TED2 Video + Laserdisc

It’s been 10 years now that I’ve been a hanger-on of Richard Saul Wurman.

We are legion, us hangers-on, and in Newport, Rhode Island, where RSW and his wife lived for 23 years, the place was set up in a way that made it possible for Mr. Wurman to receive guests in a fully-equipped office in what had once been a carriage house.

RSW’s “outer office” in Newport, RI

On the many occasions I visited with and interviewed RSW in his carriage-house office at the former “Firestone Cottage,” there were times when I was there all alone, while Mr. Wurman was minding something in the main house.

And when that happened, and after I’d done all the close examination of RSW’s enormous copy of the Nolli Map of Rome I could do, I then did what you would have done:

I rifled through some of his stuff.

Not anything on his desk— but I certainly moved some books around, and examined the many piles of physical press clippings and website print-outs etc. that he surrounds himself with. And on several occasions, I admired a laserdisc of content from TED2. There was no laserdisc player, however, so its contents have been a mystery to me other than what the packaging said. Until today, when RSW sent me this:

This is the intro to a 7-hour video documenting the 2nd TED conference published by Voyager. Most notable are some of the earliest clips of people trying VR for the first time. As you'll see, the equipment looks similar to what we have today although the graphic resolution was much lower.

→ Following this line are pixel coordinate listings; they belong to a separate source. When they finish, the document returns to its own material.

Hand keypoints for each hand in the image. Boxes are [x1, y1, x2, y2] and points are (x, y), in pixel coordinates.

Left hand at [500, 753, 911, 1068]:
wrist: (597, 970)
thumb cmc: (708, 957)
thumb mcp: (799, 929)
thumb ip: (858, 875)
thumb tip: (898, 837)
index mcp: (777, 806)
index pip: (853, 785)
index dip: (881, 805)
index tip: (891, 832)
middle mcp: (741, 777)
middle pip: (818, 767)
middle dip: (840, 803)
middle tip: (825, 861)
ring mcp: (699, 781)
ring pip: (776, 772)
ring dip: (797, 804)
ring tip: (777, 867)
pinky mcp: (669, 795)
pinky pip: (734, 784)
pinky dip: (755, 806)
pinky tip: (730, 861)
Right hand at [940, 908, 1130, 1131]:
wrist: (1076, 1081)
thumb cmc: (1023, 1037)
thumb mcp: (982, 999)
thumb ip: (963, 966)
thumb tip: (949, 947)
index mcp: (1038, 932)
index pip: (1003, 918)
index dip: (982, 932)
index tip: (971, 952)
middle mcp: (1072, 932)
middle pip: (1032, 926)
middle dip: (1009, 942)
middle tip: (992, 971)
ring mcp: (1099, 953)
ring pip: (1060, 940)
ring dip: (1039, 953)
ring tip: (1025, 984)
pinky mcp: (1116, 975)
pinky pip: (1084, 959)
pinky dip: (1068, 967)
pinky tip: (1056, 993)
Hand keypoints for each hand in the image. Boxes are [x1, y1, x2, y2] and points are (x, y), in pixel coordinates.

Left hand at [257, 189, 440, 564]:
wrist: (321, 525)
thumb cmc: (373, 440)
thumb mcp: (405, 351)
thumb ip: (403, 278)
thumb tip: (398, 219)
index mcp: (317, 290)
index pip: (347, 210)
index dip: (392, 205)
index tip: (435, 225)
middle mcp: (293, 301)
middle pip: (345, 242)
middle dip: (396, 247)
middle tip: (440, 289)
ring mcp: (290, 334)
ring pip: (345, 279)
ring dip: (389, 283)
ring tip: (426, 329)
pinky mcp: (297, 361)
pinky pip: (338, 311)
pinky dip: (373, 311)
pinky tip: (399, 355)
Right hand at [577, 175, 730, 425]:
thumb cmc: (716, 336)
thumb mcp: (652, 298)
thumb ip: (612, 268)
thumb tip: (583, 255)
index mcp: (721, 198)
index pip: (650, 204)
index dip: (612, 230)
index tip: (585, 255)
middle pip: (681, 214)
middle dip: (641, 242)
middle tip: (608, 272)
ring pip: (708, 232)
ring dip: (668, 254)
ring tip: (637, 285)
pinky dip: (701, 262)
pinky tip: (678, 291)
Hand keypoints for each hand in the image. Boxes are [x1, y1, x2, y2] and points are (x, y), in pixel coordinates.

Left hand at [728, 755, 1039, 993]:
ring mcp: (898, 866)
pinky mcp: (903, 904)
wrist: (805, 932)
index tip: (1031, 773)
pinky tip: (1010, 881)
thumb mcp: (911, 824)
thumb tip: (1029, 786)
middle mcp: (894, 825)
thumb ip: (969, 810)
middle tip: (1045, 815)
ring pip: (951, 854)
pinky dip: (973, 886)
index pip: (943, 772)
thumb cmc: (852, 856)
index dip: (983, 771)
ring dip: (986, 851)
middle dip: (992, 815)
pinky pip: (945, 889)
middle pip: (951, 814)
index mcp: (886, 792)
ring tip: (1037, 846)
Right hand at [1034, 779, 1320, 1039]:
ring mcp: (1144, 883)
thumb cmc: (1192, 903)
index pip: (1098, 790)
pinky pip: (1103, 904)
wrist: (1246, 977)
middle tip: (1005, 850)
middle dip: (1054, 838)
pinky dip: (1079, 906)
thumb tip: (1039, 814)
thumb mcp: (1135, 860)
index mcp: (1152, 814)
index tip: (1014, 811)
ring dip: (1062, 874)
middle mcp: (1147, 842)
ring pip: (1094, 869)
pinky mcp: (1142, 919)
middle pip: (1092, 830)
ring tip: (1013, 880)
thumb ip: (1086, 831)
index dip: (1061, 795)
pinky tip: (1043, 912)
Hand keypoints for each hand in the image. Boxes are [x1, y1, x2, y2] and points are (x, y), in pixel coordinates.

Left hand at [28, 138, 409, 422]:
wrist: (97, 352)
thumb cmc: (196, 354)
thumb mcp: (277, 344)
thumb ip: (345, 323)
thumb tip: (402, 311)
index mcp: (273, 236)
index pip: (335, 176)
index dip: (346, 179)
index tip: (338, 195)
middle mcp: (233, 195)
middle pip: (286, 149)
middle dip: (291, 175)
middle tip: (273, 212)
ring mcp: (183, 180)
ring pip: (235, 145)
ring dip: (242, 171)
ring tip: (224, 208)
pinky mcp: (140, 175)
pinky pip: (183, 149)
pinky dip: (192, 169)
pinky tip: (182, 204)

Also apropos of right now, there was so much mention of the environment that attendees suggested the E in TED should stand for "environment." Music by Herbie Hancock. [Note: in 1990 TED was a project of Harry Marks and Richard Saul Wurman, not the current owner, Chris Anderson.]

*There was that one time where the Wurmans invited a photographer into their kitchen, to shoot photos for a General Electric advertisement.